With this, the Taylor approximation of a twice totally differentiable function becomes

$$f(x)\approx f(x_0)+\nabla f(x_0)\cdot(x-x_0)+\frac{1}{2}(x-x_0)^T \cdot\mathrm Hf(x_0)\cdot(x-x_0).$$

From here it might be intuitively clear why the Hessian tells us about the type of critical point. If $\nabla f=0$, then the Taylor approximation is just a constant plus the Hessian term. And if the Hessian is positive or negative definite, it means that this term either only increases (positive definite) or decreases (negative definite) if $x-x_0$ moves away from 0 (and thus $x$ moves away from $x_0$). So we have to be at a minimum/maximum. If it is indefinite, however, that means that as $x$ goes away from $x_0$ in some direction, the Hessian term increases, while in another direction it decreases. So we have to be at a saddle point.

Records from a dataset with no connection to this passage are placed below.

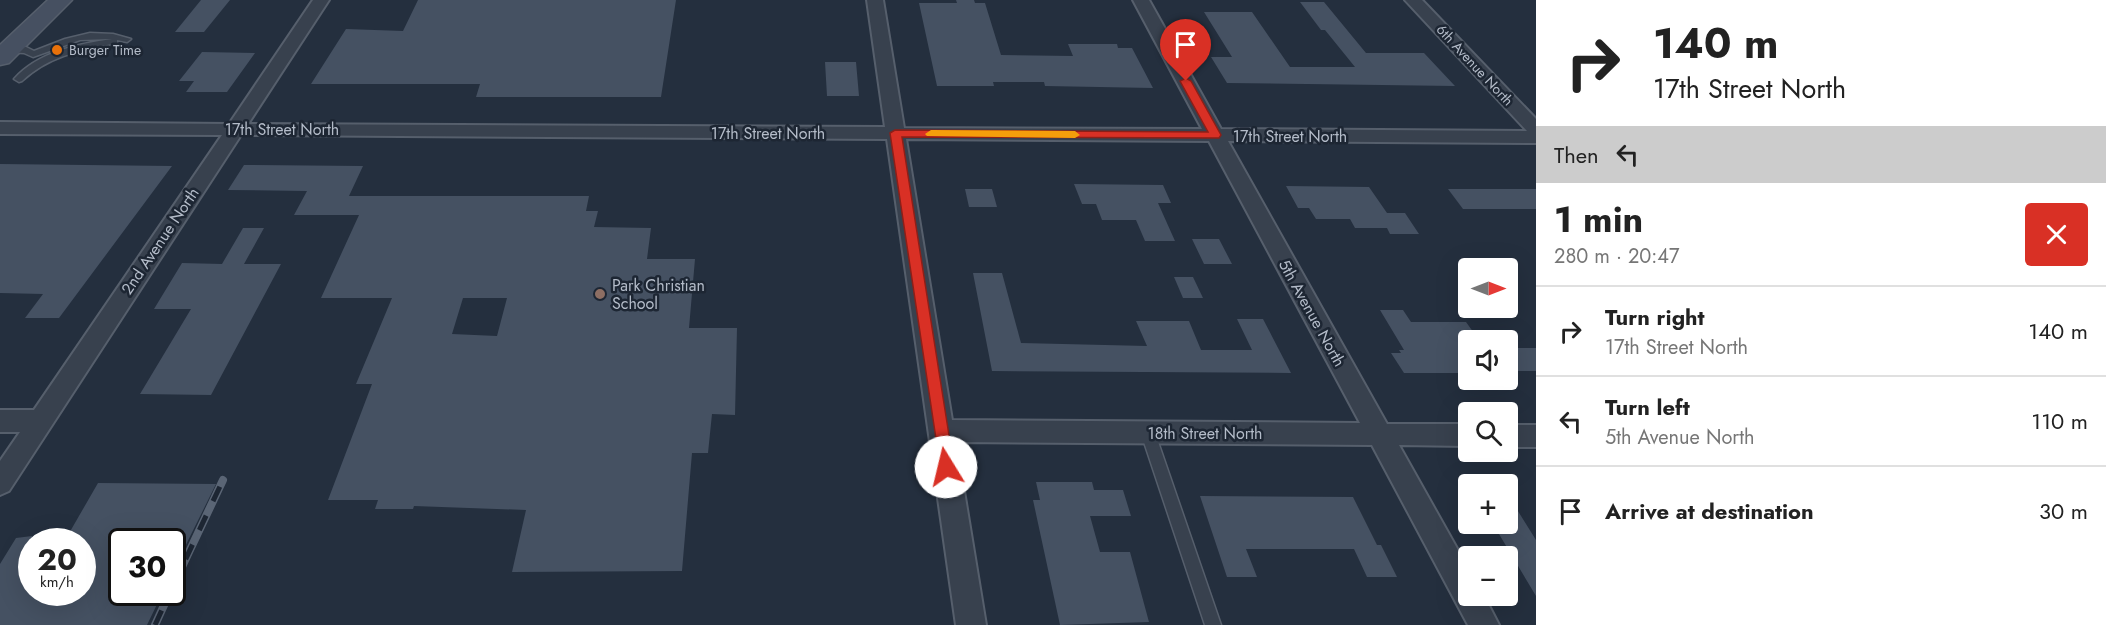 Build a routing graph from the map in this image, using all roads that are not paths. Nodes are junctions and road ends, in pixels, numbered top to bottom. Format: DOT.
graph roads {
  1 [pos="34,0"];
  2 [pos="61,0"];
  3 [pos="321,0"];
  4 [pos="875,0"];
  5 [pos="1141,0"];
  6 [pos="1413,0"];
  7 [pos="3,46"];
  8 [pos="20,79"];
  9 [pos="0,128"];
  10 [pos="235,129"];
  11 [pos="1536,130"];
  12 [pos="895,133"];
  13 [pos="1215,135"];
  14 [pos="1536,137"];
  15 [pos="0,421"];
  16 [pos="41,421"];
  17 [pos="941,431"];
  18 [pos="1148,433"];
  19 [pos="1379,435"];
  20 [pos="1458,435"];
  21 [pos="1518,436"];
  22 [pos="1536,436"];
  23 [pos="0,483"];
  24 [pos="971,625"];
  25 [pos="1213,625"];
  26 [pos="1484,625"];
  1 -- 7 [label="main road"];
  2 -- 7 [label="main road"];
  3 -- 10 [label="street, 2nd Avenue North"];
  4 -- 12 [label="street"];
  5 -- 13 [label="street, 5th Avenue North"];
  6 -- 11 [label="street, 6th Avenue North"];
  7 -- 8 [label="lane"];
  9 -- 10 [label="street, 17th Street North"];
  10 -- 12 [label="street, 17th Street North"];
  10 -- 16 [label="street, 2nd Avenue North"];
  12 -- 13 [label="street, 17th Street North"];
  12 -- 17 [label="street"];
  13 -- 14 [label="street, 17th Street North"];
  13 -- 19 [label="street, 5th Avenue North"];
  15 -- 16 [label="street"];
  16 -- 23 [label="street, 2nd Avenue North"];
  17 -- 18 [label="street, 18th Street North"];
  17 -- 24 [label="street"];
  18 -- 19 [label="street, 18th Street North"];
  18 -- 25 [label="lane"];
  19 -- 20 [label="street, 18th Street North"];
  19 -- 26 [label="street, 5th Avenue North"];
  21 -- 22 [label="street"];
}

Let's suppose for simplicity that the critical point we are trying to analyze is $p=(0,0)$.

Take some direction $u$. If we compute $(f(tu))''(0),$ we are analyzing the concavity of the restriction of $f$ to the $(u,z)$ plane by single-variable calculus. For example, if this value is positive for every direction $u$, then $f$ has a point of local minimum at $p$.

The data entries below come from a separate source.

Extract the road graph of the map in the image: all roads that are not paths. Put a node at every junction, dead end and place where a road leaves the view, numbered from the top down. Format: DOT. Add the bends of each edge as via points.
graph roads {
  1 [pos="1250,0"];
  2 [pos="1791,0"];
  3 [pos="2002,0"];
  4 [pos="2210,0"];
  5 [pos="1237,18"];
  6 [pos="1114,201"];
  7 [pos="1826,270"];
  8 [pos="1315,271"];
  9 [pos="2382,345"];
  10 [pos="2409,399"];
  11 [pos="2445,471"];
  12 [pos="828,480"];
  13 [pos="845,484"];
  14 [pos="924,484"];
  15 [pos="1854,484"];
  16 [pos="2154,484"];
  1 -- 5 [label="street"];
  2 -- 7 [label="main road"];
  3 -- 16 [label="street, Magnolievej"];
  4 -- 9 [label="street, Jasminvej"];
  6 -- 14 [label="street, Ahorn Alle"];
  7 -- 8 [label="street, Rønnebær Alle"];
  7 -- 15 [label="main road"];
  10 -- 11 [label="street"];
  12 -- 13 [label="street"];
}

Computing $(f(tu))''(0)$, you arrive at $\langle \mathrm{Hess}f(p) u, u\rangle$. This alone tells us how the Hessian appears when analyzing if a critical point is a local minimum, saddle or local maximum. But let's understand why the determinant is relevant in the two dimensional case.

It is known that if $A$ is a symmetric matrix, the function \begin{align} g:\mathbb{R}^n &\to \mathbb{R} \\ x &\mapsto \langle Ax,x \rangle, \end{align} when restricted to the sphere $S^{n-1}$, achieves its maximum and minimum value at eigenvectors of $A$. (You can prove this using Lagrange multipliers for example.) Note that if $v$ is an eigenvector then $g(v)=\langle Av ,v \rangle=\langle \lambda v,v \rangle=\lambda$. So if all eigenvalues are positive, then $g$ is positive and $p$ is a local minimum, if there is one positive eigenvalue and one negative then it is a saddle and if all are negative, then it is a local minimum.

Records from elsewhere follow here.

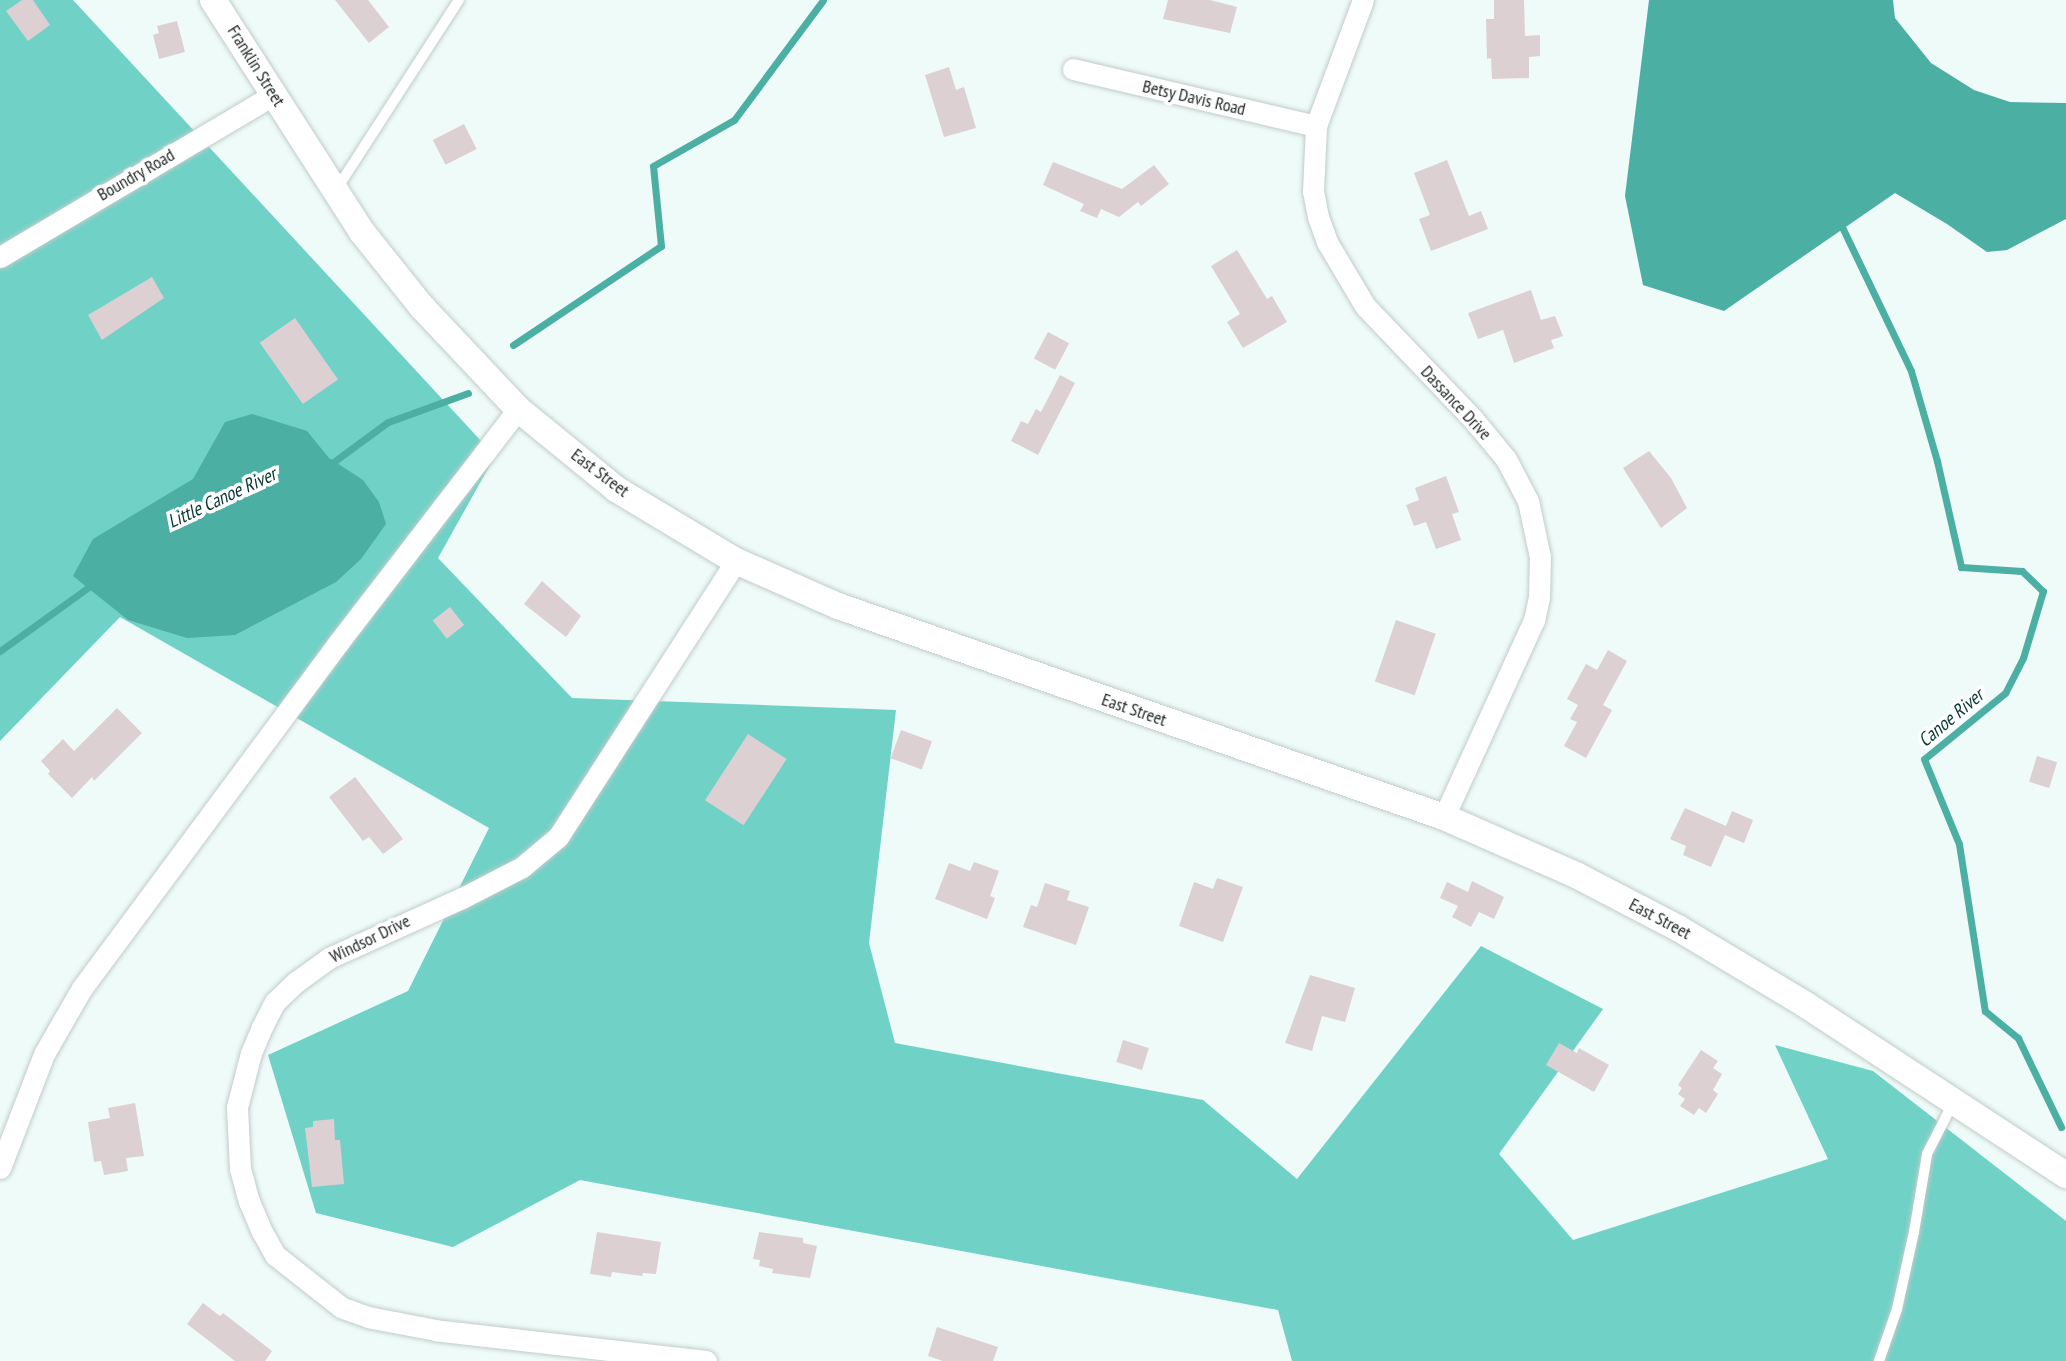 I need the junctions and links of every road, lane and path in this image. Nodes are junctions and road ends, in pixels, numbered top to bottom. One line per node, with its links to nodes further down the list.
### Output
1 (213, 0): 5 (street, Franklin Street)
2 (458, 0): 8 (lane)
3 (1363, 0): 6 (street, Dassance Drive)
4 (1073, 69): 6 (street, Betsy Davis Road)
5 (274, 95): 7 (street, Franklin Street); 9 (street, Boundry Road)
6 (1316, 126): 12 (street, Dassance Drive)
7 (296, 133): 8 (street, East Street)
8 (335, 192): 10 (street, East Street)
9 (0, 257)
10 (518, 409): 11 (street, East Street); 14 (street)
11 (736, 561): 12 (street, East Street); 16 (street, Windsor Drive)
12 (1444, 817): 13 (street, East Street)
13 (1954, 1101): 15 (street, East Street); 17 (lane)
14 (0, 1168)
15 (2066, 1175)
16 (706, 1361)
17 (1879, 1361)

Since the determinant is the product of the eigenvalues, analyzing it is enough to determine the information of the signs of the eigenvalues in two dimensions if the Hessian is non-degenerate. If the determinant is positive, then both eigenvalues are either both positive or both negative. (Thus a local maximum or minimum. Then we look at, for example, the sign of $\partial_1^2f=\langle \mathrm{Hess}f(p)e_1,e_1 \rangle$ to determine which case.) If it is negative, then they are of opposite signs, thus a saddle.